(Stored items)
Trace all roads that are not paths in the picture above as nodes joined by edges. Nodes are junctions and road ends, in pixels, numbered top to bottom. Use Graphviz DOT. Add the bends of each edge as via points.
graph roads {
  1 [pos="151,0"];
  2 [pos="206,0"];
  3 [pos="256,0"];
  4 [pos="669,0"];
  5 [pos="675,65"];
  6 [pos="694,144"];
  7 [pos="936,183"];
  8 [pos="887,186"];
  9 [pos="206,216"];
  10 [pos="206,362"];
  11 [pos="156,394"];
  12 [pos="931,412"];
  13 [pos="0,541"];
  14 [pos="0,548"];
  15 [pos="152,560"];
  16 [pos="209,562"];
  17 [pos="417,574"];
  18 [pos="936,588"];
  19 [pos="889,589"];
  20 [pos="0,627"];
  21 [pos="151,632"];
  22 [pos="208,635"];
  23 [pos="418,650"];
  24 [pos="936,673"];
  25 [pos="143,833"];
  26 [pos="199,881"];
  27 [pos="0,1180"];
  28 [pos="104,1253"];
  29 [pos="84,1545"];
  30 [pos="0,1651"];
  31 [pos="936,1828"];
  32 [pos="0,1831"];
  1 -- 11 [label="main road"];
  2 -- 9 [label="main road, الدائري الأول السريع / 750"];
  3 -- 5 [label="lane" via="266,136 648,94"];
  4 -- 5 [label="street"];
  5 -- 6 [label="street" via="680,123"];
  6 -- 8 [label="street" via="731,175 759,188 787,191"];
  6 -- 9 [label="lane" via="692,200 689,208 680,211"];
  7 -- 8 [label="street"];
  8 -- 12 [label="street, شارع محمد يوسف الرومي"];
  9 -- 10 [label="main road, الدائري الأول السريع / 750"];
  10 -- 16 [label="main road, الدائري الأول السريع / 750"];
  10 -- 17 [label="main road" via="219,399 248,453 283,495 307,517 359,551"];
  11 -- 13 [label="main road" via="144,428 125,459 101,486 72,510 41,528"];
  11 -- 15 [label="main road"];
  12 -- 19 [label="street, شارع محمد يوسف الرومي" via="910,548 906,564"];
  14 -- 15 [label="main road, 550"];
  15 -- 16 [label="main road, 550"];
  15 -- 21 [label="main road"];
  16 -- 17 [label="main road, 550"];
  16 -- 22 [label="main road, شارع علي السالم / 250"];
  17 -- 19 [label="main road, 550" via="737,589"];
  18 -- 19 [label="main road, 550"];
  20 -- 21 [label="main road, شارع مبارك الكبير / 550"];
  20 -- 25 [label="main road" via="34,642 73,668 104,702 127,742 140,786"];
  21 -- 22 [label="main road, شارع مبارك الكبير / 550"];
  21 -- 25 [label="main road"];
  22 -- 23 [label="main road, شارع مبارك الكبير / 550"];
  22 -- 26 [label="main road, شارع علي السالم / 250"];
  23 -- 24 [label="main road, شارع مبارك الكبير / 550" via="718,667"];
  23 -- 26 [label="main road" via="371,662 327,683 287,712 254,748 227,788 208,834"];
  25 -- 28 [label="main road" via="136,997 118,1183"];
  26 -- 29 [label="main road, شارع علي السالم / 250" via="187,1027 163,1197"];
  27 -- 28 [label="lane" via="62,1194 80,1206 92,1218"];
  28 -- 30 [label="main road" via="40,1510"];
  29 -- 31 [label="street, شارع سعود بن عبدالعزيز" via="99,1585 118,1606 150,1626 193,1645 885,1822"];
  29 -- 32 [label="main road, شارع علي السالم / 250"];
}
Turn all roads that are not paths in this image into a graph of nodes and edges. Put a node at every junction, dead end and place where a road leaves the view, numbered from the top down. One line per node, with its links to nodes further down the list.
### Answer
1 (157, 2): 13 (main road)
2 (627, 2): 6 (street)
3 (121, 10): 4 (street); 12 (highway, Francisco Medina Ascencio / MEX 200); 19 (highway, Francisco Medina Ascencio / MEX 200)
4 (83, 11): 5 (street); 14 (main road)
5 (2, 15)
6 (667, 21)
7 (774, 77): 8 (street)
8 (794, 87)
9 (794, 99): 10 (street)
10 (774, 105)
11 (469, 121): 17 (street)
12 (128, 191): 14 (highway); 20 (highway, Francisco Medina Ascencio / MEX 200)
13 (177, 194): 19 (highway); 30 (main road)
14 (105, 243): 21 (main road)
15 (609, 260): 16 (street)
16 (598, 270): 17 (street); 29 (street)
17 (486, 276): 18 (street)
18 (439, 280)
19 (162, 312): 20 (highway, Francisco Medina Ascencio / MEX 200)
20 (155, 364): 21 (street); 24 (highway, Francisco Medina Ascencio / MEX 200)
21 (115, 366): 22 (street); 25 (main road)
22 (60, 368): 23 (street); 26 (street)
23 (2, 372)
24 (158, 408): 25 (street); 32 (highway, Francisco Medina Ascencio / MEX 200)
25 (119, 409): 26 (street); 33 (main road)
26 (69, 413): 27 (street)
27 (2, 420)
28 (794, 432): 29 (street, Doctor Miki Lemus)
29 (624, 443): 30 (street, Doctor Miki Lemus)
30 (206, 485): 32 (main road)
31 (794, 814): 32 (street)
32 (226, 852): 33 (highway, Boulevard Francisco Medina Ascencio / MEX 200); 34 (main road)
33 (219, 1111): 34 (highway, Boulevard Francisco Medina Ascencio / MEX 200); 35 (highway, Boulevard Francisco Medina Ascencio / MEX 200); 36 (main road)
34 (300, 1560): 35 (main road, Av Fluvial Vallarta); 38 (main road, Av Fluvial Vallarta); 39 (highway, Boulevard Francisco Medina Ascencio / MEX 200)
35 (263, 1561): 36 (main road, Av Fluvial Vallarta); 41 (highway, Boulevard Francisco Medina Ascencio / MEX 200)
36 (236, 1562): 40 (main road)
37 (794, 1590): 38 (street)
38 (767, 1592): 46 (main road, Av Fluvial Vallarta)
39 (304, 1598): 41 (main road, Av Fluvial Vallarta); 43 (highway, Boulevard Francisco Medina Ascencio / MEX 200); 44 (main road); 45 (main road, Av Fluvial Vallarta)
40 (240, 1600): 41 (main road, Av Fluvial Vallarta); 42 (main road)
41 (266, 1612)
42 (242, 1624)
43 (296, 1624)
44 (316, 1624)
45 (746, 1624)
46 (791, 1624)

== Problem ==
Exactly as they stand, write out all of the entries.

== Solution below ==
Trace all roads that are not paths in the picture above as nodes joined by edges. Nodes are junctions and road ends, in pixels, numbered top to bottom. Use Graphviz DOT. Add the bends of each edge as via points.
graph roads {
  1 [pos="151,0"];
  2 [pos="206,0"];
  3 [pos="256,0"];
  4 [pos="669,0"];
  5 [pos="675,65"];
  6 [pos="694,144"];
  7 [pos="936,183"];
  8 [pos="887,186"];
  9 [pos="206,216"];
  10 [pos="206,362"];
  11 [pos="156,394"];
  12 [pos="931,412"];
  13 [pos="0,541"];
  14 [pos="0,548"];
  15 [pos="152,560"];
  16 [pos="209,562"];
  17 [pos="417,574"];
  18 [pos="936,588"];
  19 [pos="889,589"];
  20 [pos="0,627"];
  21 [pos="151,632"];
  22 [pos="208,635"];
  23 [pos="418,650"];
  24 [pos="936,673"];
  25 [pos="143,833"];
  26 [pos="199,881"];
  27 [pos="0,1180"];
  28 [pos="104,1253"];
  29 [pos="84,1545"];
  30 [pos="0,1651"];
  31 [pos="936,1828"];
  32 [pos="0,1831"];
  1 -- 11 [label="main road"];
  2 -- 9 [label="main road, الدائري الأول السريع / 750"];
  3 -- 5 [label="lane" via="266,136 648,94"];
  4 -- 5 [label="street"];
  5 -- 6 [label="street" via="680,123"];
  6 -- 8 [label="street" via="731,175 759,188 787,191"];
  6 -- 9 [label="lane" via="692,200 689,208 680,211"];
  7 -- 8 [label="street"];
  8 -- 12 [label="street, شارع محمد يوسف الرومي"];
  9 -- 10 [label="main road, الدائري الأول السريع / 750"];
  10 -- 16 [label="main road, الدائري الأول السريع / 750"];
  10 -- 17 [label="main road" via="219,399 248,453 283,495 307,517 359,551"];
  11 -- 13 [label="main road" via="144,428 125,459 101,486 72,510 41,528"];
  11 -- 15 [label="main road"];
  12 -- 19 [label="street, شارع محمد يوسف الرومي" via="910,548 906,564"];
  14 -- 15 [label="main road, 550"];
  15 -- 16 [label="main road, 550"];
  15 -- 21 [label="main road"];
  16 -- 17 [label="main road, 550"];
  16 -- 22 [label="main road, شارع علي السالم / 250"];
  17 -- 19 [label="main road, 550" via="737,589"];
  18 -- 19 [label="main road, 550"];
  20 -- 21 [label="main road, شارع مبارك الكبير / 550"];
  20 -- 25 [label="main road" via="34,642 73,668 104,702 127,742 140,786"];
  21 -- 22 [label="main road, شارع مبارك الكبير / 550"];
  21 -- 25 [label="main road"];
  22 -- 23 [label="main road, شارع مبارك الكبير / 550"];
  22 -- 26 [label="main road, شارع علي السالم / 250"];
  23 -- 24 [label="main road, شارع مبارك الكبير / 550" via="718,667"];
  23 -- 26 [label="main road" via="371,662 327,683 287,712 254,748 227,788 208,834"];
  25 -- 28 [label="main road" via="136,997 118,1183"];
  26 -- 29 [label="main road, شارع علي السالم / 250" via="187,1027 163,1197"];
  27 -- 28 [label="lane" via="62,1194 80,1206 92,1218"];
  28 -- 30 [label="main road" via="40,1510"];
  29 -- 31 [label="street, شارع سعود بن عبدالعزيز" via="99,1585 118,1606 150,1626 193,1645 885,1822"];
  29 -- 32 [label="main road, شارع علي السالم / 250"];
}
Turn all roads that are not paths in this image into a graph of nodes and edges. Put a node at every junction, dead end and place where a road leaves the view, numbered from the top down. One line per node, with its links to nodes further down the list.
### Answer
1 (157, 2): 13 (main road)
2 (627, 2): 6 (street)
3 (121, 10): 4 (street); 12 (highway, Francisco Medina Ascencio / MEX 200); 19 (highway, Francisco Medina Ascencio / MEX 200)
4 (83, 11): 5 (street); 14 (main road)
5 (2, 15)
6 (667, 21)
7 (774, 77): 8 (street)
8 (794, 87)
9 (794, 99): 10 (street)
10 (774, 105)
11 (469, 121): 17 (street)
12 (128, 191): 14 (highway); 20 (highway, Francisco Medina Ascencio / MEX 200)
13 (177, 194): 19 (highway); 30 (main road)
14 (105, 243): 21 (main road)
15 (609, 260): 16 (street)
16 (598, 270): 17 (street); 29 (street)
17 (486, 276): 18 (street)
18 (439, 280)
19 (162, 312): 20 (highway, Francisco Medina Ascencio / MEX 200)
20 (155, 364): 21 (street); 24 (highway, Francisco Medina Ascencio / MEX 200)
21 (115, 366): 22 (street); 25 (main road)
22 (60, 368): 23 (street); 26 (street)
23 (2, 372)
24 (158, 408): 25 (street); 32 (highway, Francisco Medina Ascencio / MEX 200)
25 (119, 409): 26 (street); 33 (main road)
26 (69, 413): 27 (street)
27 (2, 420)
28 (794, 432): 29 (street, Doctor Miki Lemus)
29 (624, 443): 30 (street, Doctor Miki Lemus)
30 (206, 485): 32 (main road)
31 (794, 814): 32 (street)
32 (226, 852): 33 (highway, Boulevard Francisco Medina Ascencio / MEX 200); 34 (main road)
33 (219, 1111): 34 (highway, Boulevard Francisco Medina Ascencio / MEX 200); 35 (highway, Boulevard Francisco Medina Ascencio / MEX 200); 36 (main road)
34 (300, 1560): 35 (main road, Av Fluvial Vallarta); 38 (main road, Av Fluvial Vallarta); 39 (highway, Boulevard Francisco Medina Ascencio / MEX 200)
35 (263, 1561): 36 (main road, Av Fluvial Vallarta); 41 (highway, Boulevard Francisco Medina Ascencio / MEX 200)
36 (236, 1562): 40 (main road)
37 (794, 1590): 38 (street)
38 (767, 1592): 46 (main road, Av Fluvial Vallarta)
39 (304, 1598): 41 (main road, Av Fluvial Vallarta); 43 (highway, Boulevard Francisco Medina Ascencio / MEX 200); 44 (main road); 45 (main road, Av Fluvial Vallarta)
40 (240, 1600): 41 (main road, Av Fluvial Vallarta); 42 (main road)
41 (266, 1612)
42 (242, 1624)
43 (296, 1624)
44 (316, 1624)
45 (746, 1624)
46 (791, 1624)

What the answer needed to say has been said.